## The problem
Every line in the data below that includes "main" belongs in the answer, copied as it stands.

## Records for processing
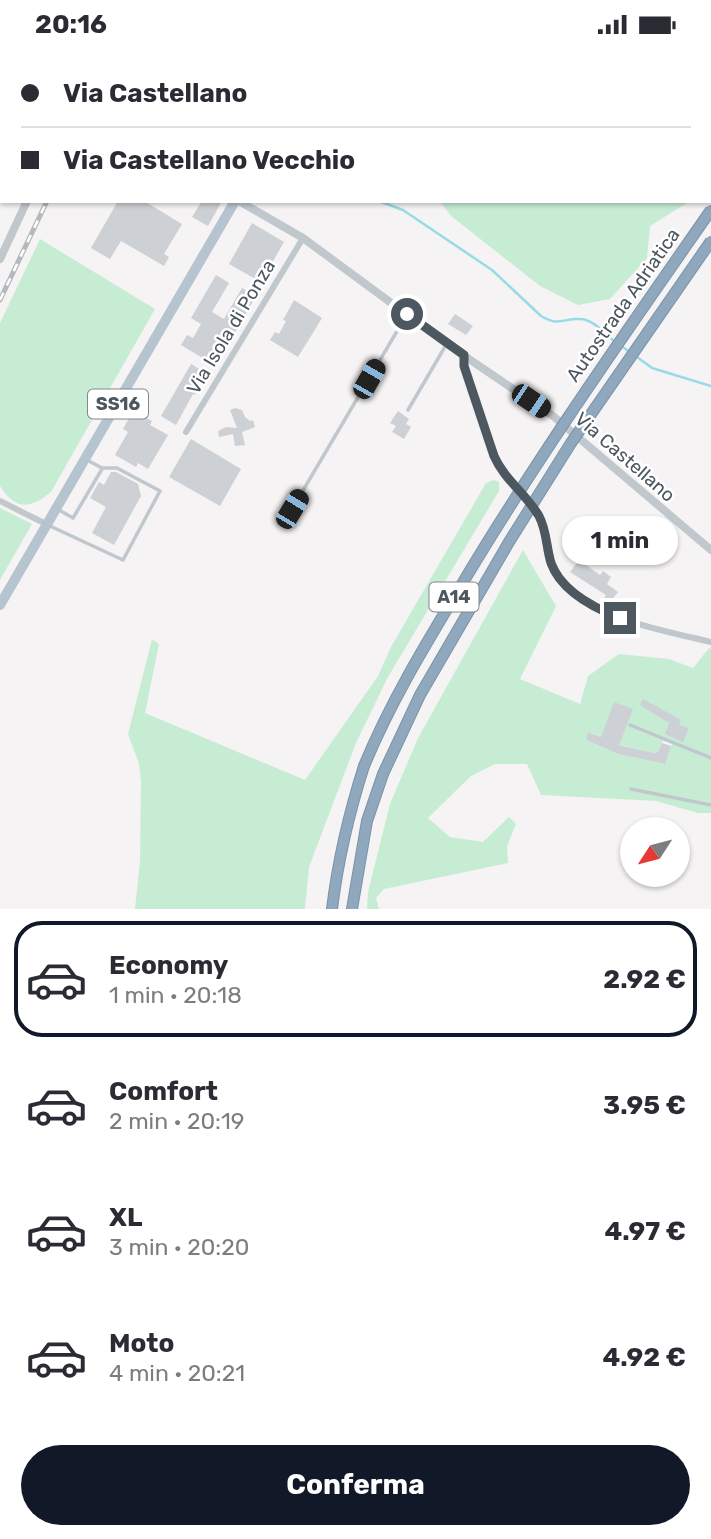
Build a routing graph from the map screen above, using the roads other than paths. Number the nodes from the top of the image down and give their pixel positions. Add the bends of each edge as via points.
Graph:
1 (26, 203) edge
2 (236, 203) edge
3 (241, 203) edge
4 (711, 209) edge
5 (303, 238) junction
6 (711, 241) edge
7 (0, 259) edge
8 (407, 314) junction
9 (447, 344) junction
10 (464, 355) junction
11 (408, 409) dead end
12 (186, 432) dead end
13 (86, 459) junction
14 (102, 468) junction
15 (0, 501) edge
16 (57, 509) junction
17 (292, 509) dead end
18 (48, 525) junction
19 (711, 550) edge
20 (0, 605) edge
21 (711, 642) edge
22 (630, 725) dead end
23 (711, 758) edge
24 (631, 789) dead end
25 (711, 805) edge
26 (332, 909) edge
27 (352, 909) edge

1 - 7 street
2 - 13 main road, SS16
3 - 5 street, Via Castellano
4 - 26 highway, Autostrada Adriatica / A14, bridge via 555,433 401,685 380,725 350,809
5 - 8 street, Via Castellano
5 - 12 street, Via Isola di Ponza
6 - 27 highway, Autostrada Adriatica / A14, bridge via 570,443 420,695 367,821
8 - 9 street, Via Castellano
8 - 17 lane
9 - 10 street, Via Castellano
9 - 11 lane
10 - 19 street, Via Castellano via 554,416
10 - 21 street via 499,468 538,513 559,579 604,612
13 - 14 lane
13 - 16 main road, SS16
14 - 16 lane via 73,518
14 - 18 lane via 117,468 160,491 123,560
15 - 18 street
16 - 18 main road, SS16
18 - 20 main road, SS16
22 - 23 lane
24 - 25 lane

## Answer for this exercise
2 - 13 main road, SS16
13 - 16 main road, SS16
16 - 18 main road, SS16
18 - 20 main road, SS16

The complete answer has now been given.